Source records
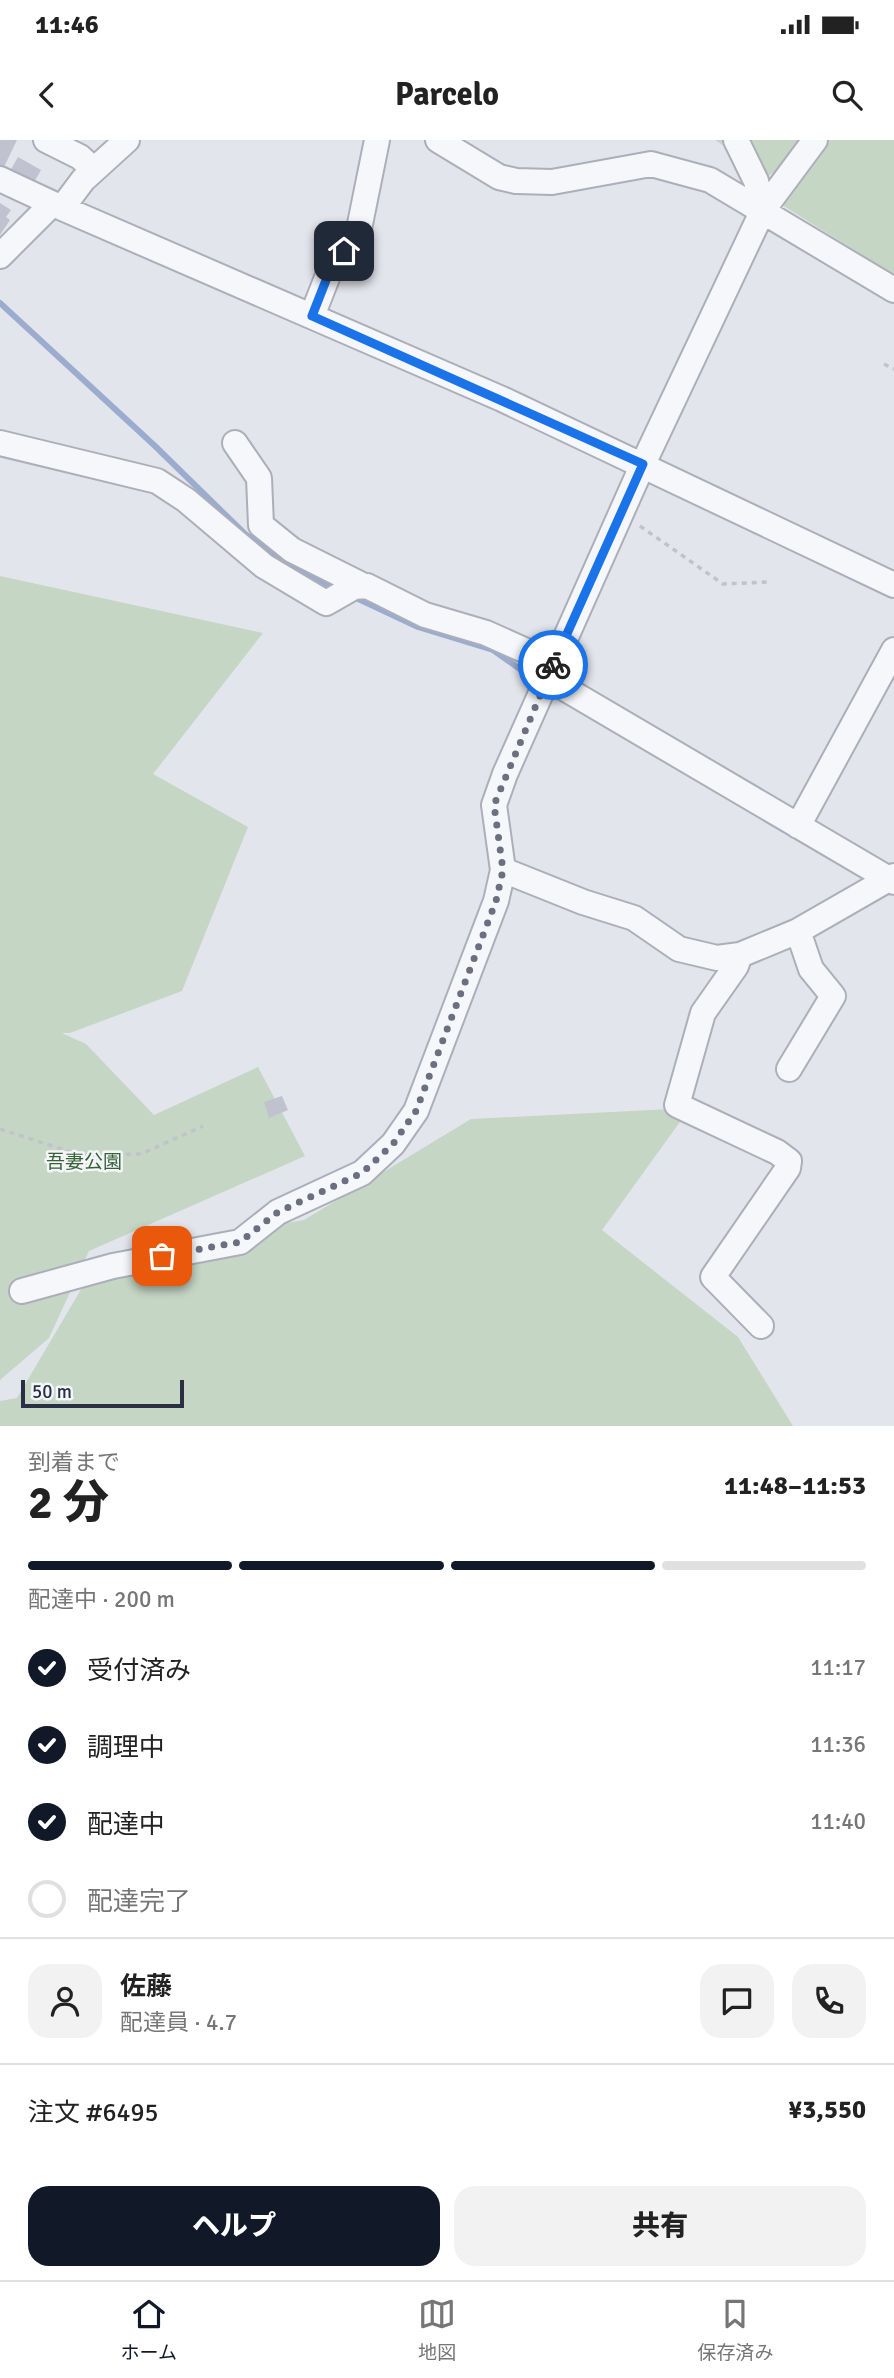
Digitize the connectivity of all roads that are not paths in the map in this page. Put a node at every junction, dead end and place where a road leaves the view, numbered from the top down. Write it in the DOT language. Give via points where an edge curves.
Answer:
graph roads {
  1 [pos="47,140"];
  2 [pos="127,140"];
  3 [pos="377,140"];
  4 [pos="438,140"];
  5 [pos="736,140"];
  6 [pos="815,140"];
  7 [pos="94,170"];
  8 [pos="0,179"];
  9 [pos="57,206"];
  10 [pos="763,209"];
  11 [pos="0,256"];
  12 [pos="894,290"];
  13 [pos="312,316"];
  14 [pos="0,443"];
  15 [pos="235,443"];
  16 [pos="643,464"];
  17 [pos="894,585"];
  18 [pos="351,590"];
  19 [pos="894,649"];
  20 [pos="550,670"];
  21 [pos="798,826"];
  22 [pos="503,870"];
  23 [pos="892,879"];
  24 [pos="798,931"];
  25 [pos="740,955"];
  26 [pos="789,1069"];
  27 [pos="22,1291"];
  28 [pos="761,1326"];
  1 -- 7 [label="street"];
  2 -- 7 [label="street"];
  3 -- 13 [label="street" via="359,229 332,265"];
  4 -- 10 [label="street" via="499,177 516,181 552,182 651,164 710,180"];
  5 -- 10 [label="street" via="756,181"];
  6 -- 10 [label="street"];
  7 -- 9 [label="street"];
  8 -- 9 [label="street"];
  9 -- 11 [label="street"];
  9 -- 13 [label="street"];
  10 -- 12 [label="street"];
  10 -- 16 [label="street"];
  13 -- 16 [label="street"];
  14 -- 18 [label="street" via="157,481 264,566 326,603"];
  15 -- 18 [label="street" via="259,478 261,525"];
  16 -- 17 [label="street"];
  16 -- 20 [label="street"];
  18 -- 20 [label="street" via="486,633"];
  19 -- 21 [label="street"];
  20 -- 21 [label="street"];
  20 -- 22 [label="street" via="494,805"];
  21 -- 23 [label="street"];
  22 -- 25 [label="street" via="634,918 679,949 717,958"];
  22 -- 27 [label="street" via="496,901 416,1111 393,1144 362,1173 278,1212 240,1242 113,1266"];
  23 -- 24 [label="street"];
  24 -- 25 [label="street"];
  24 -- 26 [label="street" via="811,969 833,996"];
  25 -- 28 [label="street" via="703,1013 677,1105 789,1161 713,1277"];
}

ACTION ITEM -> Each line of the data should be quoted exactly, with pictures left out.

RESPONSE BOX ->
Digitize the connectivity of all roads that are not paths in the map in this page. Put a node at every junction, dead end and place where a road leaves the view, numbered from the top down. Write it in the DOT language. Give via points where an edge curves.
Answer:
graph roads {
  1 [pos="47,140"];
  2 [pos="127,140"];
  3 [pos="377,140"];
  4 [pos="438,140"];
  5 [pos="736,140"];
  6 [pos="815,140"];
  7 [pos="94,170"];
  8 [pos="0,179"];
  9 [pos="57,206"];
  10 [pos="763,209"];
  11 [pos="0,256"];
  12 [pos="894,290"];
  13 [pos="312,316"];
  14 [pos="0,443"];
  15 [pos="235,443"];
  16 [pos="643,464"];
  17 [pos="894,585"];
  18 [pos="351,590"];
  19 [pos="894,649"];
  20 [pos="550,670"];
  21 [pos="798,826"];
  22 [pos="503,870"];
  23 [pos="892,879"];
  24 [pos="798,931"];
  25 [pos="740,955"];
  26 [pos="789,1069"];
  27 [pos="22,1291"];
  28 [pos="761,1326"];
  1 -- 7 [label="street"];
  2 -- 7 [label="street"];
  3 -- 13 [label="street" via="359,229 332,265"];
  4 -- 10 [label="street" via="499,177 516,181 552,182 651,164 710,180"];
  5 -- 10 [label="street" via="756,181"];
  6 -- 10 [label="street"];
  7 -- 9 [label="street"];
  8 -- 9 [label="street"];
  9 -- 11 [label="street"];
  9 -- 13 [label="street"];
  10 -- 12 [label="street"];
  10 -- 16 [label="street"];
  13 -- 16 [label="street"];
  14 -- 18 [label="street" via="157,481 264,566 326,603"];
  15 -- 18 [label="street" via="259,478 261,525"];
  16 -- 17 [label="street"];
  16 -- 20 [label="street"];
  18 -- 20 [label="street" via="486,633"];
  19 -- 21 [label="street"];
  20 -- 21 [label="street"];
  20 -- 22 [label="street" via="494,805"];
  21 -- 23 [label="street"];
  22 -- 25 [label="street" via="634,918 679,949 717,958"];
  22 -- 27 [label="street" via="496,901 416,1111 393,1144 362,1173 278,1212 240,1242 113,1266"];
  23 -- 24 [label="street"];
  24 -- 25 [label="street"];
  24 -- 26 [label="street" via="811,969 833,996"];
  25 -- 28 [label="street" via="703,1013 677,1105 789,1161 713,1277"];
}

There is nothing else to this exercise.